## DATASET RECORDS
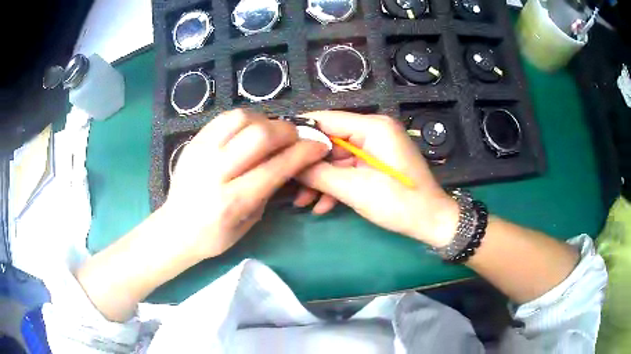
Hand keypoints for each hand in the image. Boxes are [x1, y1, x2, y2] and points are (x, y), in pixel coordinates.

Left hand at [165, 109, 328, 259]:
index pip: (276, 167)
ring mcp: (200, 152)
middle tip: (295, 138)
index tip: (319, 146)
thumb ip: (270, 188)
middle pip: (260, 135)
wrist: (176, 228)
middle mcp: (214, 172)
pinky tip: (250, 129)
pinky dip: (245, 118)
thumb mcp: (250, 221)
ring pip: (241, 119)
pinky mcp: (193, 141)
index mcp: (232, 201)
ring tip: (271, 133)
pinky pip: (224, 117)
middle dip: (287, 132)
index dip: (304, 153)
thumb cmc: (214, 235)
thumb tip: (290, 160)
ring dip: (266, 121)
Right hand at [295, 111, 458, 246]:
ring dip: (320, 180)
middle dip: (309, 166)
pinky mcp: (376, 164)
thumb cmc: (399, 203)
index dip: (300, 132)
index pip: (326, 120)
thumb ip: (319, 173)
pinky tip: (322, 205)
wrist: (431, 222)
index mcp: (373, 127)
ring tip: (302, 202)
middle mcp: (373, 131)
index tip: (276, 148)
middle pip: (330, 142)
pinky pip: (349, 169)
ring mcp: (375, 148)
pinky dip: (336, 185)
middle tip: (287, 184)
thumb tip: (290, 163)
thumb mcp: (355, 189)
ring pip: (337, 159)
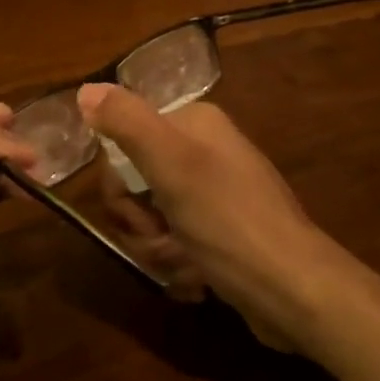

## ASSIGNED TASK
Omit the pictures, then print the rest of the listing above exactly.

## TASK RESULT
Hand keypoints for each hand in the image. Boxes are [x1, y1, x2, y2] and points are (x, y), in pixel coordinates.

Left hand at [165, 109, 328, 259]:
index pip: (276, 167)
ring mcp: (200, 152)
middle tip: (295, 138)
index tip: (319, 146)
thumb ip: (270, 188)
middle pip: (260, 135)
wrist: (176, 228)
middle mcp: (214, 172)
pinky tip: (250, 129)
pinky dip: (245, 118)
thumb mcp: (250, 221)
ring pip: (241, 119)
pinky mcp: (193, 141)
index mcp: (232, 201)
ring tip: (271, 133)
pinky pip: (224, 117)
middle dip: (287, 132)
index dip: (304, 153)
thumb cmc: (214, 235)
thumb tip: (290, 160)
ring dip: (266, 121)
Right hand at [295, 111, 458, 246]:
ring dip: (320, 180)
middle dip: (309, 166)
pinky mcp: (376, 164)
thumb cmc: (399, 203)
index dip: (300, 132)
index pip: (326, 120)
thumb ip: (319, 173)
pinky tip: (322, 205)
wrist: (431, 222)
index mcp: (373, 127)
ring tip: (302, 202)
middle mcp: (373, 131)
index tip: (276, 148)
middle pip: (330, 142)
pinky pip: (349, 169)
ring mcp: (375, 148)
pinky dip: (336, 185)
middle tip: (287, 184)
thumb tip: (290, 163)
thumb mcp: (355, 189)
ring pip: (337, 159)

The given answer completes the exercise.